#### YOUR TASK:
Find the lines in the records below that contain "dead", and report each of them.

== SUPPLIED RECORDS ==

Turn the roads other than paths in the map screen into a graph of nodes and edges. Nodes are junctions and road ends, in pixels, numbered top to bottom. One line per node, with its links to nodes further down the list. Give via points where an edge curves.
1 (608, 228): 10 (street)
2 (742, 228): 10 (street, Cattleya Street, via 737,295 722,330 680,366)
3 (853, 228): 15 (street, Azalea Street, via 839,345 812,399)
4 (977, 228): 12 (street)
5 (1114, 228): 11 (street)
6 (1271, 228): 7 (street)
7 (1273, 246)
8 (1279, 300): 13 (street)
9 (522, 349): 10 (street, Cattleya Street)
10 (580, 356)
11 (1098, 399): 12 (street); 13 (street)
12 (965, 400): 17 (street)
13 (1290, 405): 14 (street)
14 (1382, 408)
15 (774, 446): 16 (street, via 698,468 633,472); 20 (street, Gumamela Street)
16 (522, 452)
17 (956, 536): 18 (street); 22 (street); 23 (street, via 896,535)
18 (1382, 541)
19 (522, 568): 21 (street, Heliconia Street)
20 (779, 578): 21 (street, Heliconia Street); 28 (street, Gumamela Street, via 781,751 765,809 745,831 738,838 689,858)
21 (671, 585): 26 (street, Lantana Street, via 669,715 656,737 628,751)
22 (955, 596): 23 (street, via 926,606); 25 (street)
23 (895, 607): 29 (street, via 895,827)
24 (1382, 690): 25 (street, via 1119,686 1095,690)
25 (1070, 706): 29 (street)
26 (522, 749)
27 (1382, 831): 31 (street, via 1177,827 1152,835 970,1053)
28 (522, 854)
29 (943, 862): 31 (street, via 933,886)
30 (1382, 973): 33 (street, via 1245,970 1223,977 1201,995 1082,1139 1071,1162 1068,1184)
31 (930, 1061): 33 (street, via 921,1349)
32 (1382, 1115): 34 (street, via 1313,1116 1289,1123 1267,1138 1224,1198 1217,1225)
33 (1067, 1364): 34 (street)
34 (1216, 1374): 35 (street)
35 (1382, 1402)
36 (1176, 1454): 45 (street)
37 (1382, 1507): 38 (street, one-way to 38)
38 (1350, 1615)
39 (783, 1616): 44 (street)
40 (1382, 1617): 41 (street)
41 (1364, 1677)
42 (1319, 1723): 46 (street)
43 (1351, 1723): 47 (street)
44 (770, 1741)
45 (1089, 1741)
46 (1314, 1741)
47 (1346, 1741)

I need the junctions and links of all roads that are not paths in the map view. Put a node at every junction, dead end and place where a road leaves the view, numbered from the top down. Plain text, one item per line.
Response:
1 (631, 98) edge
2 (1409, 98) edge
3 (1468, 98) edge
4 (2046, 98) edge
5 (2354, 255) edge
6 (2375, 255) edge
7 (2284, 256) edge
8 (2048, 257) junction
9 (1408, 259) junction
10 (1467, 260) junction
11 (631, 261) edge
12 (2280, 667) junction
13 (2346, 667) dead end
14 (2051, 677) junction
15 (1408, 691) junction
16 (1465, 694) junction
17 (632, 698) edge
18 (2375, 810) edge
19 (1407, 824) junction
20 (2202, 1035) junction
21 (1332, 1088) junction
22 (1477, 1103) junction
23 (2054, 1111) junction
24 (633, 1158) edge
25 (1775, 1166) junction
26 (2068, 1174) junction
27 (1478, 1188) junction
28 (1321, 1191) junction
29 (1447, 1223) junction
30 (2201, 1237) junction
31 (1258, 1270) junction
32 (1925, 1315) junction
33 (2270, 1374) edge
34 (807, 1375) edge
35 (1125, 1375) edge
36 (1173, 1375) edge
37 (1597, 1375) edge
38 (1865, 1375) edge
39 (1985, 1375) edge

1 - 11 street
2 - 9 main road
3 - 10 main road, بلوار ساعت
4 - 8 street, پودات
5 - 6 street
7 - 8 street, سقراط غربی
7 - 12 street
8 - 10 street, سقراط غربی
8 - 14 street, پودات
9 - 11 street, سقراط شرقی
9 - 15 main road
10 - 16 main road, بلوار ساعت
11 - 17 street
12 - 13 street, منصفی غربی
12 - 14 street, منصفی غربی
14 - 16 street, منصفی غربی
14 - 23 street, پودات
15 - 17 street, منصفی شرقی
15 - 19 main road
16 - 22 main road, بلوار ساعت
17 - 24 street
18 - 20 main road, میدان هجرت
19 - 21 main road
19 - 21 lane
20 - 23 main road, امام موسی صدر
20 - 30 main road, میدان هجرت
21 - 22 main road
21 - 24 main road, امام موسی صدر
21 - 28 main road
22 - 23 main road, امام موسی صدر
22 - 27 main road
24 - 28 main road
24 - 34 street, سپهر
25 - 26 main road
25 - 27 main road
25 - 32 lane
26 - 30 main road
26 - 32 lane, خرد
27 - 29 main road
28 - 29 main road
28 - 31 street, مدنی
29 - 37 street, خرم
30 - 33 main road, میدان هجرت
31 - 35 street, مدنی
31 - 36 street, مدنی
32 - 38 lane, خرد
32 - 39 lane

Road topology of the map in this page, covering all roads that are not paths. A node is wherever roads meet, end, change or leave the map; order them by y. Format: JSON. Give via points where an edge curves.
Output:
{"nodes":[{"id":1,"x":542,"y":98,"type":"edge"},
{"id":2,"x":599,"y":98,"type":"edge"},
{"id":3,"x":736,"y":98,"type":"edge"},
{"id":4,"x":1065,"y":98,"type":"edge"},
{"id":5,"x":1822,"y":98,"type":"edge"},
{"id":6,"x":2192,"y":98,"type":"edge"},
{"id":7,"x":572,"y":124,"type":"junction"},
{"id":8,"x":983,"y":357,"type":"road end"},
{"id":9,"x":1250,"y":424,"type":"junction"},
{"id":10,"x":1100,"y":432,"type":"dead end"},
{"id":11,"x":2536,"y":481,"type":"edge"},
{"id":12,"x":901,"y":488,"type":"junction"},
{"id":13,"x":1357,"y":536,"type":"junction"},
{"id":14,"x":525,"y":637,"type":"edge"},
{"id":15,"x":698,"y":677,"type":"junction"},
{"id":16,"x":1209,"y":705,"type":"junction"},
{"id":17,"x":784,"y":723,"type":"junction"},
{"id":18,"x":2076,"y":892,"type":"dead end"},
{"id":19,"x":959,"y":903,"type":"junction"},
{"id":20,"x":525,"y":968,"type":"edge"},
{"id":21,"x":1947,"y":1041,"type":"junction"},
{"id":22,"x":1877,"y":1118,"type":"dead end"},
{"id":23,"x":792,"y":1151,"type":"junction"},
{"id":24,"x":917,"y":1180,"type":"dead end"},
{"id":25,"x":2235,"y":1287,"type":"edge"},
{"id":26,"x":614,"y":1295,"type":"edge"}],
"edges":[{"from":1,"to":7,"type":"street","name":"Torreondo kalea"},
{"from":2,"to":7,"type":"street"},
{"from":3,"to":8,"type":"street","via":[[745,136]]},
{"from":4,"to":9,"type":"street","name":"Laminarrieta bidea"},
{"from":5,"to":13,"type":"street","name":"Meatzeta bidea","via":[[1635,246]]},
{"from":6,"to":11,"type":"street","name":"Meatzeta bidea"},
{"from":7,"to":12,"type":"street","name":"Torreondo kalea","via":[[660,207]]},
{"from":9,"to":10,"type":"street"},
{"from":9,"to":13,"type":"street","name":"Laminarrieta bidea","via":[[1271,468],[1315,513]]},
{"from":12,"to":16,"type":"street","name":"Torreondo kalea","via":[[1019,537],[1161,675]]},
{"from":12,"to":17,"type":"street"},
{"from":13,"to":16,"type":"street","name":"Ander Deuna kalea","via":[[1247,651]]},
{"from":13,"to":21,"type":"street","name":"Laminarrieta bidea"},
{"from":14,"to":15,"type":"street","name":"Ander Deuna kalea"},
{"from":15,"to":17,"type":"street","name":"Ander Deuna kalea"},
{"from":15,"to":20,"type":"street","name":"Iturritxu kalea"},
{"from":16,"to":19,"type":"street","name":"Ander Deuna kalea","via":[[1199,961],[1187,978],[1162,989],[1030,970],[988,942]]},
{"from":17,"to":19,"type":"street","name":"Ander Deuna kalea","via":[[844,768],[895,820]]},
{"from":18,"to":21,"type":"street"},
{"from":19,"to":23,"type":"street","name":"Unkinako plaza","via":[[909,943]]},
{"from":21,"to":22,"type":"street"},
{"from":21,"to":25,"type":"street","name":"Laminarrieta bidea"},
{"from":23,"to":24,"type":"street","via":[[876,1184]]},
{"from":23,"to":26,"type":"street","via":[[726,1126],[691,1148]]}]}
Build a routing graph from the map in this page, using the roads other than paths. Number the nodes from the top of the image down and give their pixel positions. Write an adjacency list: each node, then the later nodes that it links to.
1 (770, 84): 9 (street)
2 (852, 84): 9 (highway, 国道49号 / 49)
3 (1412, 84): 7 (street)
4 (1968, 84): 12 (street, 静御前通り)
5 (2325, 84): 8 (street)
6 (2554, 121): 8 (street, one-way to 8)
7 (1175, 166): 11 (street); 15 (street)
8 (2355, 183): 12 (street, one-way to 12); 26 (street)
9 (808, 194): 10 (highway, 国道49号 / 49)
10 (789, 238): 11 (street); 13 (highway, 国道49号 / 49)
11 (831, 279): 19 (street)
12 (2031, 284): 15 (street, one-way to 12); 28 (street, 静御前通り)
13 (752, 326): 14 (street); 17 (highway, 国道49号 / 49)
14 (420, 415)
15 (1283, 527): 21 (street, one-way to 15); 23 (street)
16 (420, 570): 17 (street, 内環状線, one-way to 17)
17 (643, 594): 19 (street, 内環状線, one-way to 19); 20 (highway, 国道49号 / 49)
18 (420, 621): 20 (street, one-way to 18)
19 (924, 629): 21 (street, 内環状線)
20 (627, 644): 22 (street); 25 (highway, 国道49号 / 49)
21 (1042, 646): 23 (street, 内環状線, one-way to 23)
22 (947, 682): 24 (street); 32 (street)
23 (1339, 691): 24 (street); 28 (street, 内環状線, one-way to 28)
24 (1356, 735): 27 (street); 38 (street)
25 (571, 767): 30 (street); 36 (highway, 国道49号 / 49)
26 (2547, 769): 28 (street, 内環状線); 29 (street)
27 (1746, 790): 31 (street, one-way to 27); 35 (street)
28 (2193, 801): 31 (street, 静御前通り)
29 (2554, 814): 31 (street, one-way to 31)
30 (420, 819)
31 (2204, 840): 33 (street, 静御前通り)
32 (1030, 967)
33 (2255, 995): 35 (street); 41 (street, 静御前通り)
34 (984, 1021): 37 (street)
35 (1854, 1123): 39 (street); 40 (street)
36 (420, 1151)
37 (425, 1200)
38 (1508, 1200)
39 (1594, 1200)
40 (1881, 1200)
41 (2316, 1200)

===

#### OUTPUT:
I need the junctions and links of all roads that are not paths in the map view. Put a node at every junction, dead end and place where a road leaves the view, numbered from the top down. Plain text, one item per line.
13 (2346, 667) dead end
{"id":10,"x":1100,"y":432,"type":"dead end"},
{"id":18,"x":2076,"y":892,"type":"dead end"},
{"id":22,"x":1877,"y":1118,"type":"dead end"},
{"id":24,"x":917,"y":1180,"type":"dead end"},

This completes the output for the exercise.